All of the students were new to bell-ringing, but in Erland's experience, they'll come back again in future years, for the same reasons he does.
"I just enjoy it. I know where the money goes, it all stays in the Valley, and everybody knows what the Salvation Army is," he said.
"It's all for the Salvation Army, and all the money stays here in the community," Key Club president Madison Bardsley volunteers. She added that the Salvation Army spends about $80,000 in the community in a year, much more than the bell-ringing campaign brings in.
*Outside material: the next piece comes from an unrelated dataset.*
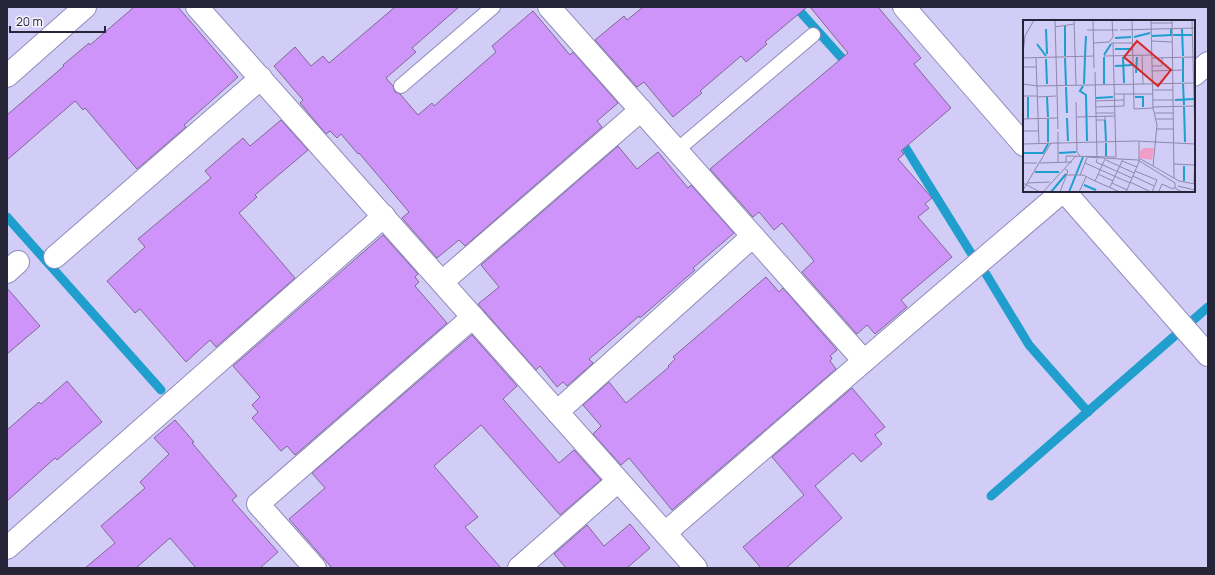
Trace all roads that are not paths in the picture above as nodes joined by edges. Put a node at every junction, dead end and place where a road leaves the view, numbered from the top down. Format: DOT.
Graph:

Erland is an authorized distributor of Salvation Army funds, and he confirmed that the organization usually gives more than it receives, especially during floods. He's got plenty of stories about people that he, or the administrators at the North Bend and Snoqualmie Police Departments have helped.
"What people need to remember is, when they get cold and put the bucket away, when they quit, that's as warm as some of the people we help get," he said.
This year's goal for the bell-ringing campaign is $8,000, the same as the last several years. Last year, the campaign fell short of the goal for the first time, and this year, Erland says donations have been slow in coming. That won't change his approach to potential donors, though. He'll always smile, and say "Merry Christmas," whether you donate or not.
"People don't have to put money in the bucket," he said. "It's a volunteer thing. It's a heart thing."
My bell-ringing shift lasted maybe 10 minutes, and yes, I still wished I had a hat. But I wasn't complaining—I was still warmer than a lot of people in need, especially on the inside.